As a yoga therapist, Annie has always been a big proponent of alignment, form, and technique. Yet, she understands that, as soon as any one of us thinks we’ve got it “right”, we can be sure we're actually "stuck" in our way of thinking about the body. This is because conceptualizing the flesh in terms of right and wrong or good and bad has a limiting effect on the way we move. When we are "stuck" in the way we think about the body, we’re also stuck in the way that we move it. Beliefs and value judgements can become a trap and like all things natural and wild, the body cannot thrive when imprisoned even if merely by the mind. Alignment and movement are meant to liberate, not imprison us.
Yoga and movement is not a one-size-fits-all undertaking. It’s a moving, breathing, natural, wild practice that aught to adapt and change in order to thrive. The key to physical health is diversity of movement. Anything repeated with too great a frequency, even a healthy practice (even yoga), may result in stagnation. As natural beings, we are tasked with the responsibility of constant exploration. Patterns, however healthy at the onset, may become a cage. Every body needs natural movement, and natural movement is a diversity of movement.

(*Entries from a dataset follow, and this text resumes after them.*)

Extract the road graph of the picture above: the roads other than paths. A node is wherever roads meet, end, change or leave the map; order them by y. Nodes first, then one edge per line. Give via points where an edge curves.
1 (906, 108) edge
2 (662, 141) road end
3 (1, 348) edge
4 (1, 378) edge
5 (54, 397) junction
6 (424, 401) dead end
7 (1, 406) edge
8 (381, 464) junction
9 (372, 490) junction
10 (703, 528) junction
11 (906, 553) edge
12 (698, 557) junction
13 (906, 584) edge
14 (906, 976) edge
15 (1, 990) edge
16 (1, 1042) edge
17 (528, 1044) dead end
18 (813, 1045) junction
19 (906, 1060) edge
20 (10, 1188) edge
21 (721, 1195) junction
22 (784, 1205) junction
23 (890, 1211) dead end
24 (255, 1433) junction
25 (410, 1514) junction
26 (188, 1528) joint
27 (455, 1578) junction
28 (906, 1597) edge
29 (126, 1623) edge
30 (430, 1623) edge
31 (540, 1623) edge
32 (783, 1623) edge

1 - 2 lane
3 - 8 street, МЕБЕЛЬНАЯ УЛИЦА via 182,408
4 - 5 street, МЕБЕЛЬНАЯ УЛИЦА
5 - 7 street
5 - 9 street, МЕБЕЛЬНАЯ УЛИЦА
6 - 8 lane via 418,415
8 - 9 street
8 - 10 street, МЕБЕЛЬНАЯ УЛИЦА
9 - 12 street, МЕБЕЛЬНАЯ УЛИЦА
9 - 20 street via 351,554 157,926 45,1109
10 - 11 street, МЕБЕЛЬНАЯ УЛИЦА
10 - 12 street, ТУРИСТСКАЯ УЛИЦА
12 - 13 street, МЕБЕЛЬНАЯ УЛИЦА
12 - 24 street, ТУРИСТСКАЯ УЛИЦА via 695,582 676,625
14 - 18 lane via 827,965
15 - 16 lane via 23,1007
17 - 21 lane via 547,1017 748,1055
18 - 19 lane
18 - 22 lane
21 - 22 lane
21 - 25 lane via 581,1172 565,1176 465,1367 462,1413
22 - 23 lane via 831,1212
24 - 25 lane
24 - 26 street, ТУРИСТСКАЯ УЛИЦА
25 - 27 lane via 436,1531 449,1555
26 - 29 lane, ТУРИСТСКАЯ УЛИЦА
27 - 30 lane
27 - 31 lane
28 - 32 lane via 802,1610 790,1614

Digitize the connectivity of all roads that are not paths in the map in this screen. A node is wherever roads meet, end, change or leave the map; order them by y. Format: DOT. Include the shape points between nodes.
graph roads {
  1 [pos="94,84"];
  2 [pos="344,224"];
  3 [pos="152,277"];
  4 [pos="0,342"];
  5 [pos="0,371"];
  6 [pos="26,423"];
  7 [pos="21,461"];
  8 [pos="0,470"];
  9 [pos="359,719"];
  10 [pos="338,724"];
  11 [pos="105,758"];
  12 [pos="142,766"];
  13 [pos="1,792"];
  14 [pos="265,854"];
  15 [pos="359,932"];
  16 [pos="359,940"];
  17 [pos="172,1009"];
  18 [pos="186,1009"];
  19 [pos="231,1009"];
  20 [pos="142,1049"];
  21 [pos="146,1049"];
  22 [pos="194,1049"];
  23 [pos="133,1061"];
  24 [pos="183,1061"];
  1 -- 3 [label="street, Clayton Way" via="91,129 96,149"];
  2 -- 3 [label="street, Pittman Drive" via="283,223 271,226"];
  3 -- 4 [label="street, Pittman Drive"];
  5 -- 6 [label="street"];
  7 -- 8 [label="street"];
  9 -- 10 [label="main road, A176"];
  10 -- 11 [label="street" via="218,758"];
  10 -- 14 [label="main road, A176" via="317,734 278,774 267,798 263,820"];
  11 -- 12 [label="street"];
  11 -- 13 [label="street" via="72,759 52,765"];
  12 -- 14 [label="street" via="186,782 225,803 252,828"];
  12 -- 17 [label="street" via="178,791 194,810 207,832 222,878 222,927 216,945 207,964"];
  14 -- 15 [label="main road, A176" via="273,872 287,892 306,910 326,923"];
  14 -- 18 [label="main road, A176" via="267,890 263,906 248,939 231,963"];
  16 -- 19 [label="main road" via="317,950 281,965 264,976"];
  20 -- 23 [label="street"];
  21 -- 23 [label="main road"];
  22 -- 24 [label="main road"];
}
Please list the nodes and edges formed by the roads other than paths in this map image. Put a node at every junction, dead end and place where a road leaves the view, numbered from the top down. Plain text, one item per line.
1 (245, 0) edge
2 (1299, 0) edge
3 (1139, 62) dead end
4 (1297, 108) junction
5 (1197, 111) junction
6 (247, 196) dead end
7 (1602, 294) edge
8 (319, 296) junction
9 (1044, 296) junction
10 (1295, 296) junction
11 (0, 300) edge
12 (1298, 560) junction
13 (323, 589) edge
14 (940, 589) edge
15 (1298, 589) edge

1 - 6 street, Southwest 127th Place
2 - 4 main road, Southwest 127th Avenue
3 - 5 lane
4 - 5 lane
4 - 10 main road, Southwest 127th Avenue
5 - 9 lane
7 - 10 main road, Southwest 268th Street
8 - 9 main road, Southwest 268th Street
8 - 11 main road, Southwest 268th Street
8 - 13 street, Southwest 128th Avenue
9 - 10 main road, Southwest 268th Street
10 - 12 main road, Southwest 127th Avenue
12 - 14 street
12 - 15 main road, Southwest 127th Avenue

Without shaking up the routine a little, without introducing other forms of movement to explore the muscles and joints in different ways, yoga enthusiasts might end up taking a forced vacation from their beloved mats and grappling with a lot of pain. If this has happened to you, or if you feel you're getting stuck, gently break through your shackles by narrowing or widening your hands in down dog, maybe even take off across the floor in down dog! Jump up and down a little in warrior. Twist in and out of revolved triangle. Just begin exploring ways of diversifying your yoga practice. You may find this highly exhilarating and quite liberating. This is Primal Vinyasa™.